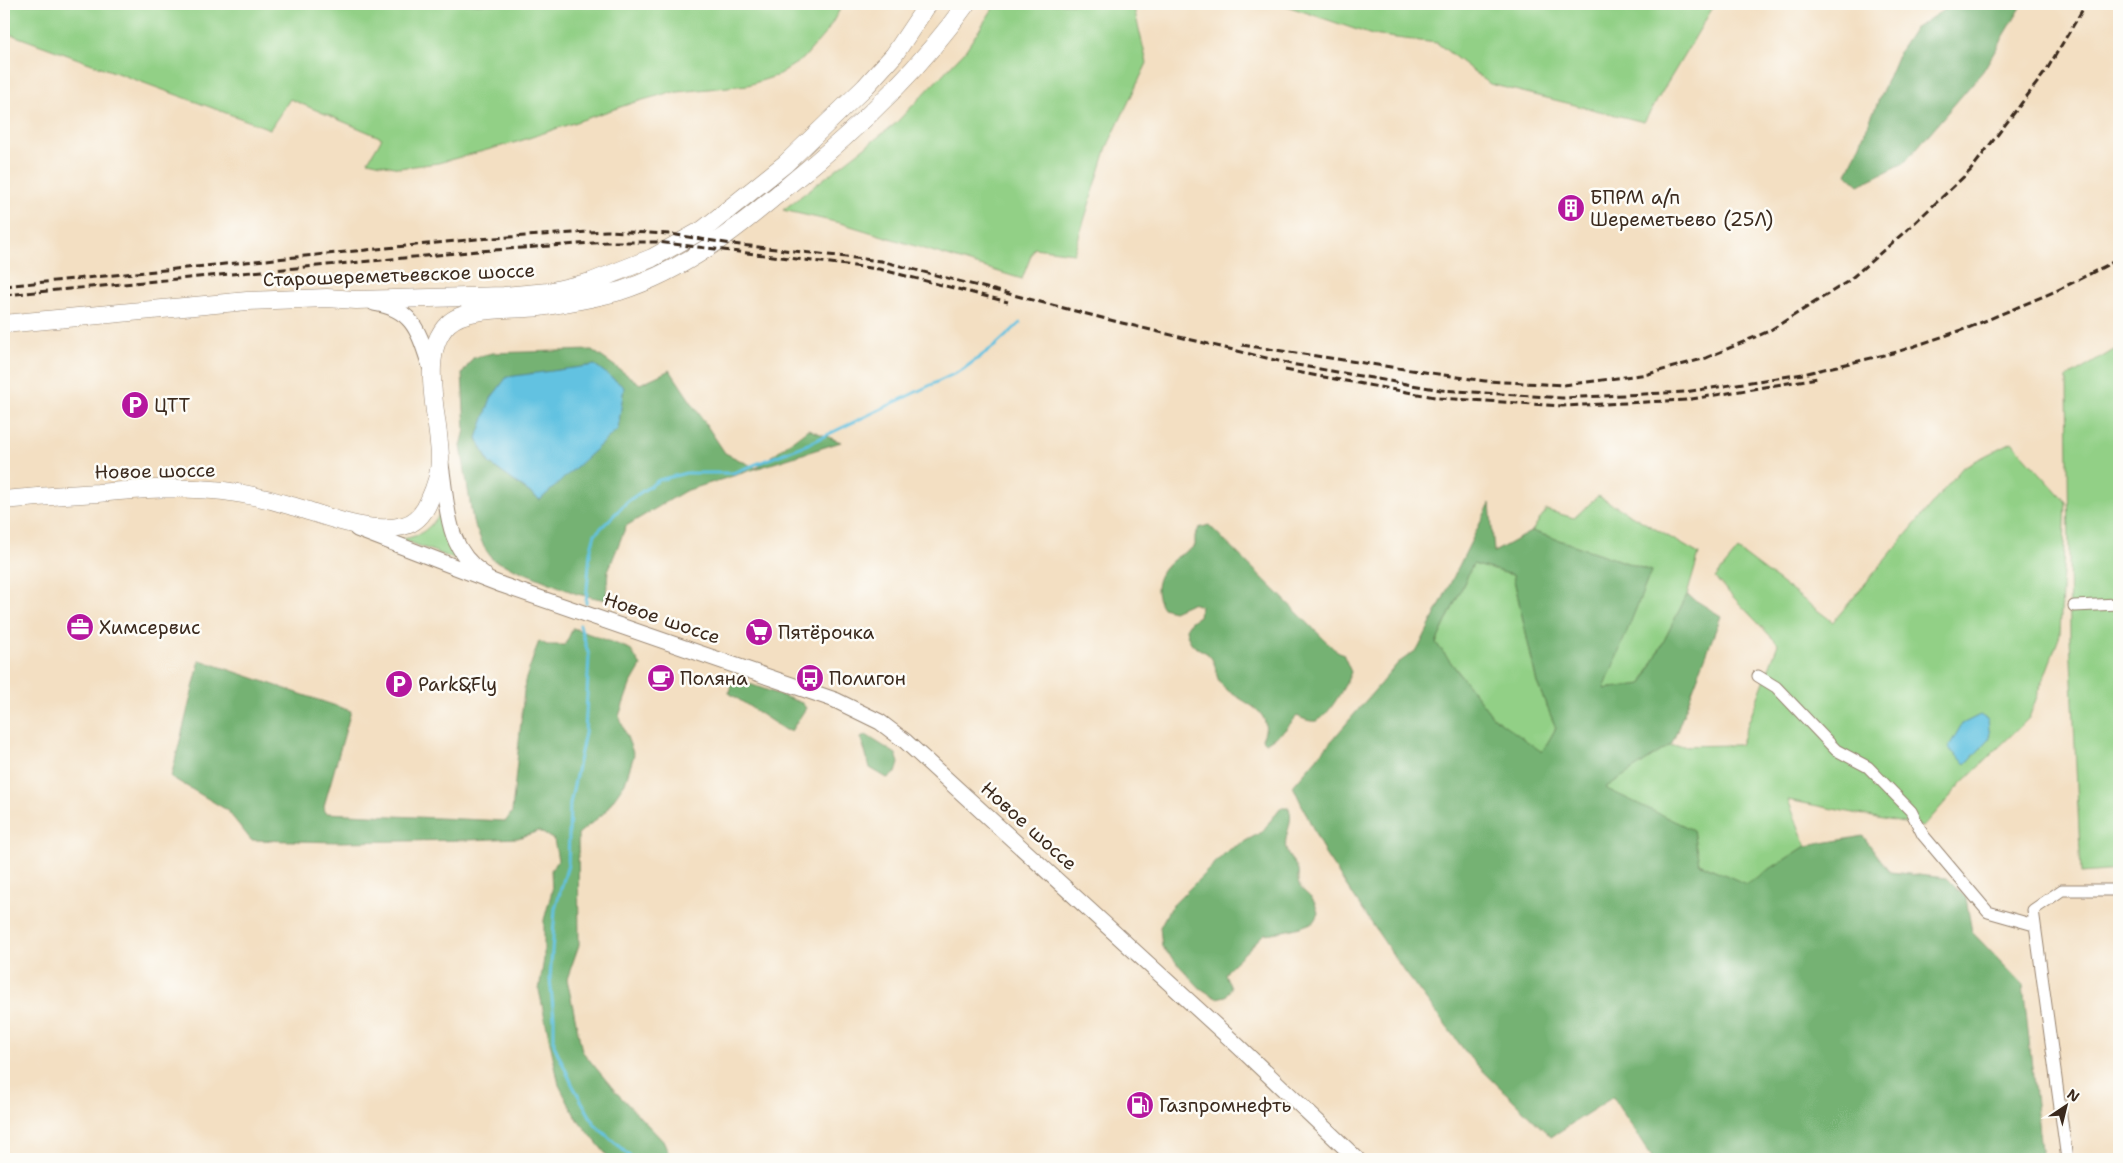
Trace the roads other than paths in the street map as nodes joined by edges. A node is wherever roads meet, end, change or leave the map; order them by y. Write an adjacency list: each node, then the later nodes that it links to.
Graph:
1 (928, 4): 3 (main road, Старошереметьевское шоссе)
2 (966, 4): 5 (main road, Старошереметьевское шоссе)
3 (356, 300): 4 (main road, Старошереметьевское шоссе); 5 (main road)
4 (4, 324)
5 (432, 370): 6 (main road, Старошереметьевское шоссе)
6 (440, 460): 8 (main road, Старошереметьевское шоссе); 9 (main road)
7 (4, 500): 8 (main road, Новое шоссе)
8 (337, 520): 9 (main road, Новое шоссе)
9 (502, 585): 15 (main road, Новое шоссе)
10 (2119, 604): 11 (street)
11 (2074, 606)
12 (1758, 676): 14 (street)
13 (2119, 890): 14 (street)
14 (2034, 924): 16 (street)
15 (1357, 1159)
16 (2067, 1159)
◇ ◇ ◇ ◇ ◇
● **EXERCISE REQUIREMENTS**
Without including any pictures, output all the entries above exactly.

● **EXPECTED ANSWER**
Trace the roads other than paths in the street map as nodes joined by edges. A node is wherever roads meet, end, change or leave the map; order them by y. Write an adjacency list: each node, then the later nodes that it links to.
Graph:
1 (928, 4): 3 (main road, Старошереметьевское шоссе)
2 (966, 4): 5 (main road, Старошереметьевское шоссе)
3 (356, 300): 4 (main road, Старошереметьевское шоссе); 5 (main road)
4 (4, 324)
5 (432, 370): 6 (main road, Старошереметьевское шоссе)
6 (440, 460): 8 (main road, Старошереметьевское шоссе); 9 (main road)
7 (4, 500): 8 (main road, Новое шоссе)
8 (337, 520): 9 (main road, Новое шоссе)
9 (502, 585): 15 (main road, Новое шоссе)
10 (2119, 604): 11 (street)
11 (2074, 606)
12 (1758, 676): 14 (street)
13 (2119, 890): 14 (street)
14 (2034, 924): 16 (street)
15 (1357, 1159)
16 (2067, 1159)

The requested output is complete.